With psychological disorders occurring in as many as one in five returning Iraq and Afghanistan veterans, policymakers are increasingly convinced that early interventions are critical to protecting veterans from long-term problems. The Pentagon has implemented various "resiliency programs" over the past several years, to teach coping skills to stressed enlistees. And the VA is boosting the size of its psychological staff nationwide, including a 47 percent increase since 2007 at the Northport VA Medical Center.

 

Trauma worsens with age

Census figures show that more than 40 percent of all U.S. veterans -- some 9.2 million in all -- are 65 or older. As more veterans hit retirement age, see loved ones fail, or endure the death of old battle buddies, traumatic memories often fill the void.

"It's starting to emerge now with Vietnam veterans, as they begin to retire and have more time on their hands," said Denis Demers, 65, of Bohemia, who worked as a psychiatric corpsman in Da Nang and now organizes peer-to-peer counseling groups for veterans. "They are finally done with the busy phase of their lives, and that's when the bad thoughts come back."

An administrator at the Long Island State Veterans Home in Stony Brook recalled a former resident who, after decades of reticence, finally opened up about his role as a WWII pilot.

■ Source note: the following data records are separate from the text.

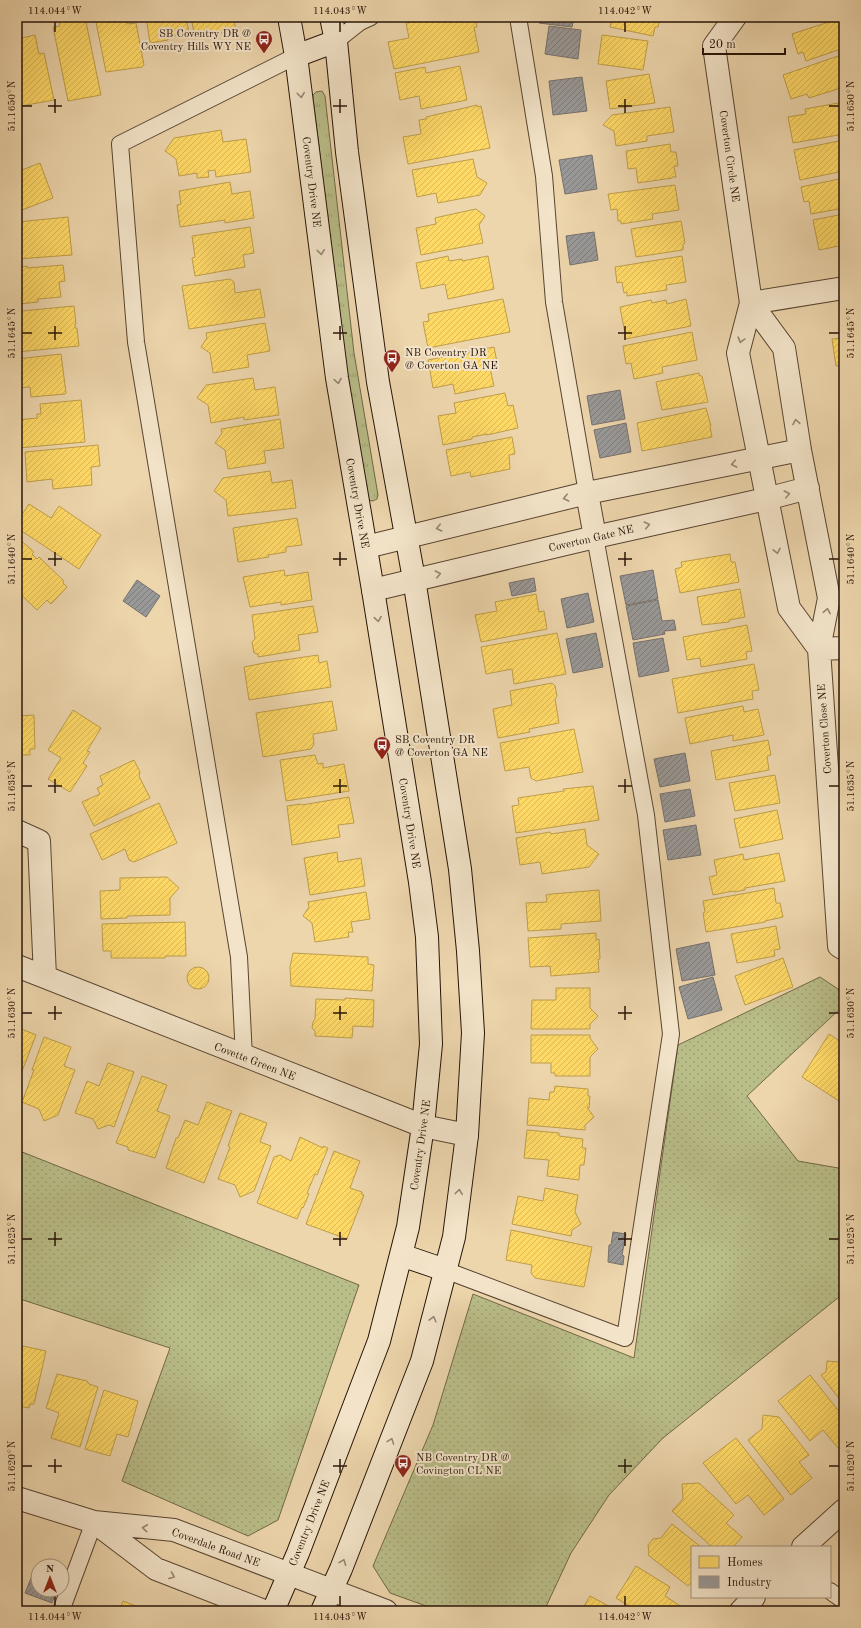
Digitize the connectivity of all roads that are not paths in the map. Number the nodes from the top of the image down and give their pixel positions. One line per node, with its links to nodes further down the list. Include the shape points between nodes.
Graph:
1 (288, 17): 7 (street, Coventry Drive NE)
2 (331, 17): 6 (street)
3 (371, 17): 6 (lane, via 360,22)
4 (518, 17): 13 (lane, via 544,176 554,302)
5 (735, 17): 9 (street, Coverton Circle NE, via 714,46)
6 (336, 41): 7 (street); 15 (street, via 347,152 378,382)
7 (296, 56): 17 (street, Coventry Drive NE, one-way to 17, via 337,378); 26 (lane, via 120,144 136,342 239,957)
8 (844, 288): 9 (street)
9 (751, 303): 10 (street, Coverton Circle NE, one-way to 9, via 784,348); 11 (street, Coverton Circle NE, one-way to 11, via 738,352)
10 (800, 450): 11 (street); 12 (street, Coverton Circle NE)
11 (759, 459): 13 (street, one-way to 13); 14 (street, Coverton Circle NE)
12 (808, 488): 14 (street, Coverton Gate NE, one-way to 12); 21 (street, Coverton Close NE, one-way to 12, via 829,598)
13 (587, 493): 15 (street, one-way to 15); 16 (street)
14 (766, 499): 16 (street, Coverton Gate NE, one-way to 14); 21 (street, one-way to 21, via 789,608)
15 (405, 536): 17 (street); 18 (street)
16 (595, 537): 18 (street, Coverton Gate NE, one-way to 16); 30 (lane, via 646,814 671,1034 625,1338)
17 (366, 547): 19 (street, Coventry Drive NE)
18 (414, 579): 19 (street, Coverton Gate NE); 28 (street, via 460,868 468,951 472,1033)
19 (373, 590): 27 (street, Coventry Drive NE, one-way to 27, via 427,937 432,1044)
20 (844, 648): 21 (street)
21 (819, 649): 23 (street, Coverton Close NE, via 839,946)
22 (17, 831): 25 (street, via 39,841)
23 (844, 949)
24 (17, 966): 25 (street, Covette Green NE)
25 (46, 977): 26 (street, Covette Green NE)
26 (244, 1057): 27 (street, Covette Green NE)
27 (423, 1126): 28 (street, Covette Green NE); 29 (street, Coventry Drive NE, via 408,1227)
28 (466, 1135): 30 (street, one-way to 28, via 454,1237)
29 (401, 1255): 30 (street); 35 (street, Coventry Drive NE, via 379,1341)
30 (445, 1270): 36 (street, one-way to 30, via 422,1361)
31 (17, 1498): 33 (street, Coverdale Road NE)
32 (844, 1510): 34 (street)
33 (94, 1522): 35 (street, Coverdale Road NE, one-way to 33, via 174,1530); 40 (lane); 41 (street, Coverdale Road NE, one-way to 41, via 156,1570)
34 (804, 1546)
35 (288, 1574): 36 (street, Coverdale Road NE); 42 (street, Coventry Drive NE)
36 (330, 1590): 43 (street); 44 (street, Coverdale Road NE)
37 (831, 1592): 39 (lane)
38 (753, 1598): 45 (street)
39 (844, 1601)
40 (61, 1611)
41 (264, 1611)
42 (273, 1611)
43 (322, 1611)
44 (386, 1611)
45 (741, 1611)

"As he approached death, he recalled killing many, many people and it upset him," said Jonathan Spier, associate administrator of the 350-bed geriatric facility. "He had kept it repressed for almost 70 years. It was as if he wanted to unburden himself."

 

POST-TRAUMATIC STRESS DISORDER'S HISTORY

 

Post-traumatic stress disorder was first listed as a diagnosis in 1980. Its symptoms have been described since antiquity. Writing about the 490 B.C. battle of Marathon, the historian Herodotus wrote of an uninjured Athenian warrior who went blind when a soldier next to him was killed. Blindness, paralysis and other "conversion disorders" can arise from PTSD's extreme emotional stress, according to experts.

Before 1980, observers used various terms to describe PTSD. In 1678, Swiss doctors referred to "nostalgia" among soldiers displaying "melancholy, incessant thinking of home, disturbed sleep or insomnia, weakness, loss of appetite, anxiety, cardiac palpitations, stupor, and fever." German doctors referred to it as "homesickness." PTSD sufferers often were referred to as malingerers. In World War II, doctors treating distressed soldiers blamed the increasing use of heavy artillery, and used the phrase "shell shock."

Of the 2 million Americans who fought in World War I, 159,000 were at least temporarily deactivated for psychological reasons, 70,000 of them permanently, according to the Vietnam Veterans of America.

A 2008 Rand Corporation study found that 1 in 5 Iraq or Afghanistan veterans reported symptoms of PTSD or major depression.